**TASK BRIEF**
Where a record contains a picture, omit the picture and repeat the rest exactly.

Saved entries

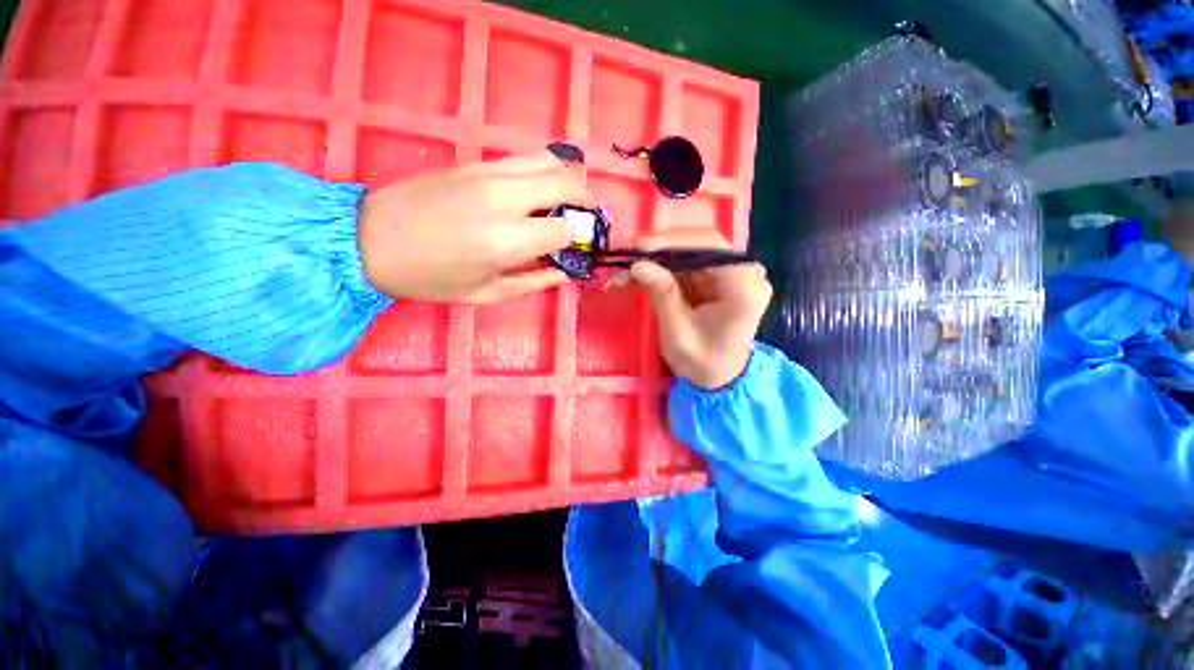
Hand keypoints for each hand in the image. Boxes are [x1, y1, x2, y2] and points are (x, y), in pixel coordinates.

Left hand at [358, 152, 593, 302]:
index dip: (578, 239)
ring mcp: (488, 174)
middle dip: (587, 200)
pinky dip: (544, 169)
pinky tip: (542, 188)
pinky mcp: (475, 163)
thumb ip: (533, 283)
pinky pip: (523, 158)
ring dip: (570, 178)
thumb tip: (563, 273)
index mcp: (507, 241)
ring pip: (548, 160)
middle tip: (589, 216)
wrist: (368, 240)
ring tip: (572, 198)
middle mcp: (504, 199)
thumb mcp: (485, 294)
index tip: (579, 248)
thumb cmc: (429, 279)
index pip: (565, 229)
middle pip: (565, 182)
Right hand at [623, 233, 771, 389]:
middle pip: (700, 243)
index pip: (709, 246)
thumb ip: (662, 295)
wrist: (719, 378)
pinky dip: (663, 267)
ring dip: (657, 257)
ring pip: (691, 250)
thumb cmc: (702, 363)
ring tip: (627, 267)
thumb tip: (638, 265)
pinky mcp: (719, 277)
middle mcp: (745, 272)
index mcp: (744, 287)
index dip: (671, 242)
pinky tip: (641, 273)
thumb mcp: (678, 333)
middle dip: (660, 248)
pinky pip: (688, 263)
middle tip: (626, 254)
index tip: (637, 248)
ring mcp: (733, 273)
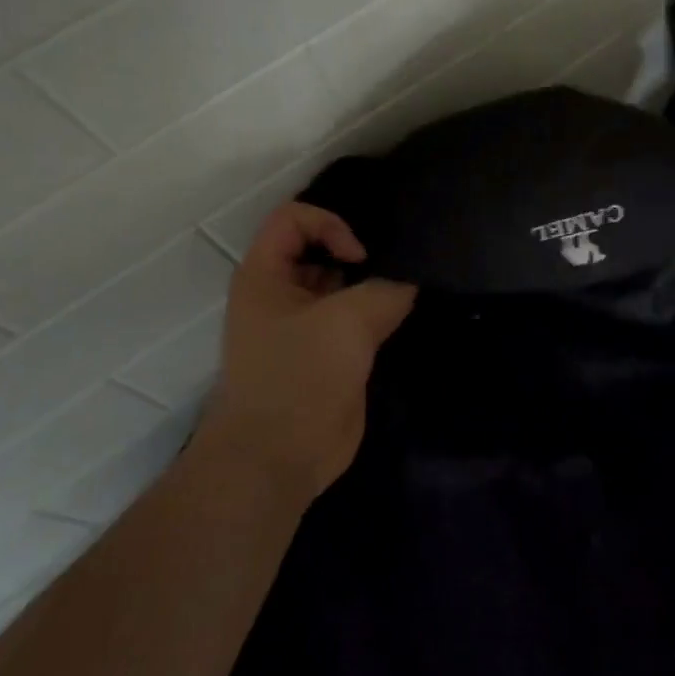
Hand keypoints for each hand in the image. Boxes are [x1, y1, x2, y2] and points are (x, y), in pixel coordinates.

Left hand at [201, 202, 416, 500]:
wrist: (279, 457)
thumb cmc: (300, 376)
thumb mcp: (348, 321)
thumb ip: (387, 290)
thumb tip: (410, 285)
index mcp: (264, 275)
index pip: (293, 219)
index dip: (330, 225)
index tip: (360, 258)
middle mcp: (280, 295)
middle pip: (320, 250)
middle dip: (360, 252)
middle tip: (400, 262)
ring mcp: (303, 327)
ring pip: (341, 288)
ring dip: (373, 286)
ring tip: (409, 288)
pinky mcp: (326, 355)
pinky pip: (354, 321)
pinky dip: (378, 315)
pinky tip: (406, 317)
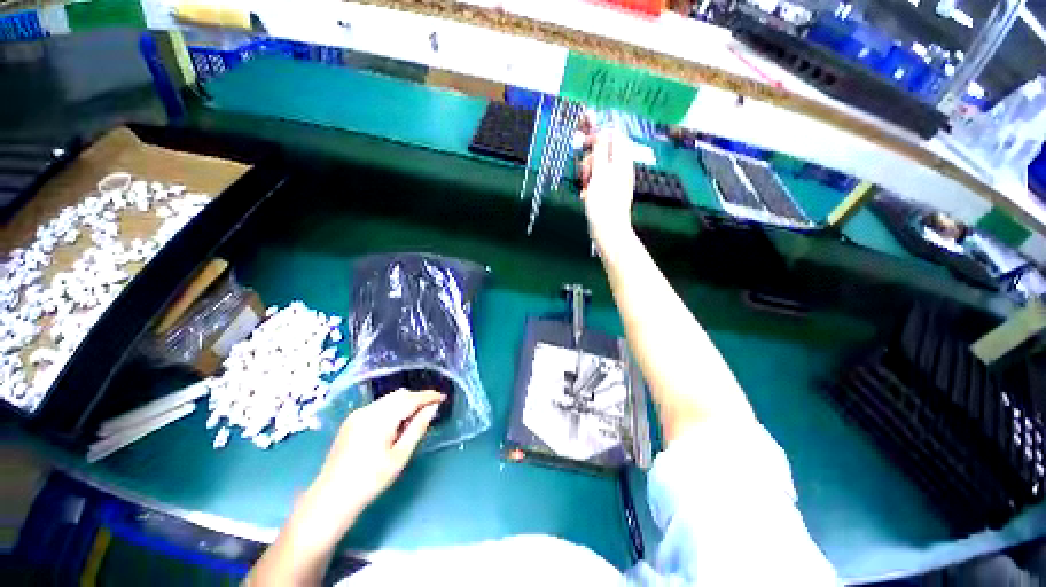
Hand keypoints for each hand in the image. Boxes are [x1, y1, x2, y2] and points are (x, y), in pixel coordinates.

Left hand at [312, 389, 444, 525]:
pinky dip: (391, 409)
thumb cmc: (371, 481)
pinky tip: (395, 425)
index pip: (410, 399)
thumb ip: (418, 427)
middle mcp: (368, 410)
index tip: (443, 397)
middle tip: (431, 409)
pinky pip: (378, 406)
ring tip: (414, 418)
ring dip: (404, 403)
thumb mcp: (400, 456)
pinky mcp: (351, 421)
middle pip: (399, 395)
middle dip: (417, 398)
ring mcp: (357, 414)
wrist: (331, 498)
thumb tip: (432, 408)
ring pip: (388, 399)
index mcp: (380, 418)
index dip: (428, 396)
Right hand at [579, 120, 635, 244]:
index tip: (585, 144)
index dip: (599, 135)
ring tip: (584, 185)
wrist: (609, 231)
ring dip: (589, 173)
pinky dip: (591, 184)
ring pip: (600, 166)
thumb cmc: (603, 204)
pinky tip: (586, 194)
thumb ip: (600, 152)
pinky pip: (599, 181)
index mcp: (621, 161)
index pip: (615, 135)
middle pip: (605, 151)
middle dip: (591, 158)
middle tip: (585, 172)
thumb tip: (602, 131)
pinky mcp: (609, 192)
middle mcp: (621, 168)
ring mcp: (615, 181)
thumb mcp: (599, 175)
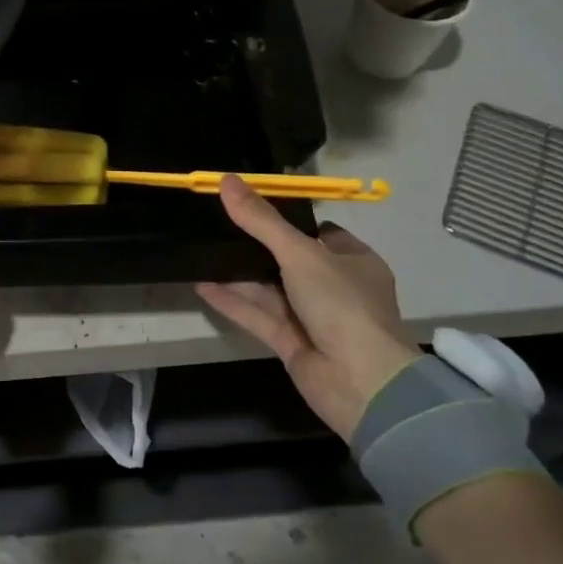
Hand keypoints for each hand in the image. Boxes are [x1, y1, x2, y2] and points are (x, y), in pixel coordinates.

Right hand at [197, 176, 417, 439]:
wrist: (361, 382)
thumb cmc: (342, 305)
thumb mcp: (300, 253)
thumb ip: (261, 220)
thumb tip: (225, 180)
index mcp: (354, 262)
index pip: (320, 233)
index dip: (288, 220)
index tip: (251, 206)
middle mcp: (335, 289)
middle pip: (289, 261)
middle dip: (256, 246)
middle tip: (218, 225)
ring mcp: (313, 318)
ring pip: (270, 289)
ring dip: (239, 273)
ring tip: (201, 251)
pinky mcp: (292, 343)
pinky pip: (258, 316)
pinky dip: (232, 301)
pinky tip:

**RESPONSE**
Hand keypoints for each hand in the image. Boxes are [x1, y1, x2, y2] and points are (x, y), in pixel coordinates.

Left hand at [358, 152, 593, 302]:
index dip: (578, 239)
ring mcp: (488, 174)
middle dip: (587, 200)
pinky dip: (544, 169)
pinky tip: (542, 188)
pinky mcp: (475, 163)
thumb ip: (533, 283)
pinky pip: (523, 158)
ring dip: (570, 178)
thumb tip: (563, 273)
index mcp: (507, 241)
ring pip: (548, 160)
middle tip: (589, 216)
wrist: (368, 240)
ring tip: (572, 198)
middle mcp: (504, 199)
thumb mcp: (485, 294)
index tip: (579, 248)
thumb cmc: (429, 279)
index pip: (565, 229)
middle pip: (565, 182)
Right hand at [623, 233, 771, 389]:
middle pip: (700, 243)
index pip: (709, 246)
thumb ip: (662, 295)
wrist: (719, 378)
pinky dip: (663, 267)
ring dip: (657, 257)
ring pip: (691, 250)
thumb cmc: (702, 363)
ring tip: (627, 267)
thumb tip: (638, 265)
pinky mcp: (719, 277)
middle mcp: (745, 272)
index mcp: (744, 287)
index dip: (671, 242)
pinky tip: (641, 273)
thumb mcp: (678, 333)
middle dip: (660, 248)
pinky pip: (688, 263)
middle tip: (626, 254)
index tip: (637, 248)
ring mcp: (733, 273)
Hand keypoints for each hand in the image. Boxes are [x1, y1, x2, y2] and points are (x, y), in pixel coordinates.

Left hand at [201, 202, 416, 500]:
wrist: (279, 457)
thumb cmc: (300, 376)
thumb mcp: (348, 321)
thumb ip: (387, 290)
thumb tip: (410, 285)
index mcp: (264, 275)
index pip: (293, 219)
index dip: (330, 225)
index tip: (360, 258)
middle mcp: (280, 295)
middle pip: (320, 250)
middle dip: (360, 252)
middle tip: (400, 262)
ring mcp: (303, 327)
ring pip: (341, 288)
ring dip: (373, 286)
ring tip: (409, 288)
pinky mcp: (326, 355)
pinky pip: (354, 321)
pinky dip: (378, 315)
pinky tip: (406, 317)
Hand keypoints for each hand in the image. Boxes are [x1, y1, x2, y2] and points are (x, y), in pixel coordinates.

Left hand at [312, 389, 444, 525]:
pinky dip: (391, 409)
thumb cmc: (371, 481)
pinky tip: (395, 425)
index pip: (410, 399)
thumb ip: (418, 427)
middle mcp: (368, 410)
index tip: (443, 397)
middle tip: (431, 409)
pinky pip: (378, 406)
ring tip: (414, 418)
ring dip: (404, 403)
thumb mcp: (400, 456)
pinky mcp: (351, 421)
middle pip: (399, 395)
middle dip: (417, 398)
ring mcp: (357, 414)
wrist: (331, 498)
thumb tip: (432, 408)
ring pip: (388, 399)
index mcp: (380, 418)
index dip: (428, 396)
Right hand at [579, 120, 635, 244]:
index tip: (585, 144)
index dip: (599, 135)
ring tip: (584, 185)
wrist: (609, 231)
ring dip: (589, 173)
pinky dip: (591, 184)
ring pip: (600, 166)
thumb cmc: (603, 204)
pinky tip: (586, 194)
thumb ip: (600, 152)
pinky pip: (599, 181)
index mcp: (621, 161)
index pip: (615, 135)
middle pip: (605, 151)
middle dip: (591, 158)
middle tip: (585, 172)
thumb tip: (602, 131)
pinky mcp: (609, 192)
middle mcp: (621, 168)
ring mcp: (615, 181)
thumb mcp: (599, 175)
Hand keypoints for each hand in the image. Boxes are [x1, y1, x2, y2] and points are (x, y), in pixel coordinates.

Right hand at [197, 176, 417, 439]:
wrist: (361, 382)
thumb cmc: (342, 305)
thumb mcp: (300, 253)
thumb ip: (261, 220)
thumb tip: (225, 180)
index mcp: (354, 262)
index pip: (320, 233)
index dip: (288, 220)
index tip: (251, 206)
middle mcp: (335, 289)
middle pip: (289, 261)
middle dip: (256, 246)
middle tip: (218, 225)
ring mcp: (313, 318)
ring pip: (270, 289)
ring dip: (239, 273)
ring tip: (201, 251)
pinky mcp: (292, 343)
pinky pip: (258, 316)
pinky dip: (232, 301)
pinky tip:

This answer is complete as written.